Originally published in the Fall & Winter 2021 edition of 1968 Magazine.
MÓNICA VALLIN
High School Spanish / 10th Grade Dean
Burke Tenure: 2018-Present

What are your favorite subjects to teach?
“Literature and culture and food because you can connect them to race and politics, to family; they are central to social justice movements in ways that are not always apparent. Every food has a story behind it.”

How could language instruction in the United States improve?
“Learning another language isn’t mandatory – which is so key for the mind’s development. It opens the door to learning about other cultures and, ideally becoming more inclusive and accepting. Now, in Bolivia and Peru, students are learning indigenous languages and we’re seeing that decolonization of education in Mexico. But not in the US.”

• • •

As she concluded her tenure at Ethical Culture Fieldston School in the Bronx, Mónica was heartbroken to leave progressive education. Fieldston’s Head of School at the time was friends with David Shapiro* and advised her, “When you can, make your way to Burke.” In the interim, she taught at a K-12 school in Virginia and earned her Ph.D from Georgetown University in Spanish Literature in 2017. While passionate about the intellectual discourse of her Ph.D program, Mónica was drawn back to “the soul” of high school, where “you are really getting to know a child and helping them shape their life.”

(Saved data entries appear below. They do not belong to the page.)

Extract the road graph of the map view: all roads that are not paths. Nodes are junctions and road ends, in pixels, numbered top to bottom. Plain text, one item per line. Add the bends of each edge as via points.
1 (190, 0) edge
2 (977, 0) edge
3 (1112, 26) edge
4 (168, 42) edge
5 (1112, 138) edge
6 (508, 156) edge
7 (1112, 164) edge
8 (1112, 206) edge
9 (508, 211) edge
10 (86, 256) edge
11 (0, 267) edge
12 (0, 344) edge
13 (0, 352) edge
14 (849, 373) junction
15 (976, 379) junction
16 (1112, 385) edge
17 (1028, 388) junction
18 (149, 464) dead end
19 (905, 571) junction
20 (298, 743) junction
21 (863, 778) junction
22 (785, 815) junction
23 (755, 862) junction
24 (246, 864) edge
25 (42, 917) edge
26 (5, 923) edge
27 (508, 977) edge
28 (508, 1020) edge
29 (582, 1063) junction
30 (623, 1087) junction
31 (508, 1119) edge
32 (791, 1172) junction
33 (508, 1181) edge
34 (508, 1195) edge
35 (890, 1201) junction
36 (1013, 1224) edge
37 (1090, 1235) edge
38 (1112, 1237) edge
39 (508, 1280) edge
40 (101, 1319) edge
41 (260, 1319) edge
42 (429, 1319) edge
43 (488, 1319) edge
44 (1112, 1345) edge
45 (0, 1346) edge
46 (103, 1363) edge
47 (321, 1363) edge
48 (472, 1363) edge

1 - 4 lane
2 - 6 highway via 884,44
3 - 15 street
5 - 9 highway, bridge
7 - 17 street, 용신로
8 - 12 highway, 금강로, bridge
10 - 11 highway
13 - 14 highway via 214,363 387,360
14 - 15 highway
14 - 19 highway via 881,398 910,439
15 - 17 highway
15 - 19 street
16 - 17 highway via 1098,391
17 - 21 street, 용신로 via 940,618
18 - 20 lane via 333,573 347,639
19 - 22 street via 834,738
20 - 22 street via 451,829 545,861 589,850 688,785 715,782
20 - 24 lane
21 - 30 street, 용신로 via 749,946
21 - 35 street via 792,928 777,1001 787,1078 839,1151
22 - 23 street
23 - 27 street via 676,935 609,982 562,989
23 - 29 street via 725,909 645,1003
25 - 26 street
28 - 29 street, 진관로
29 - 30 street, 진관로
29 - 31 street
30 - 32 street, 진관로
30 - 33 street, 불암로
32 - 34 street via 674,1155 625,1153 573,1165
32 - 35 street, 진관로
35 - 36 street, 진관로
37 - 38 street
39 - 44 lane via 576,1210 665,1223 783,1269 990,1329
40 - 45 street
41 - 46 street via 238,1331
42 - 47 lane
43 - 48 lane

Reflecting on the past year, Mónica says, “the pandemic really forced us to look at equitable access to learning and differentiated instruction. You can’t assume every child has different colored markers, let alone access to Zoom.” When asked how today’s students may look back on this time, she hypothesizes that “it will be this generation’s Mexican Revolution [1910-1920], which inspired and informed literature into the 1980s. We may see these 6th graders writing those novels in 20-30 years.”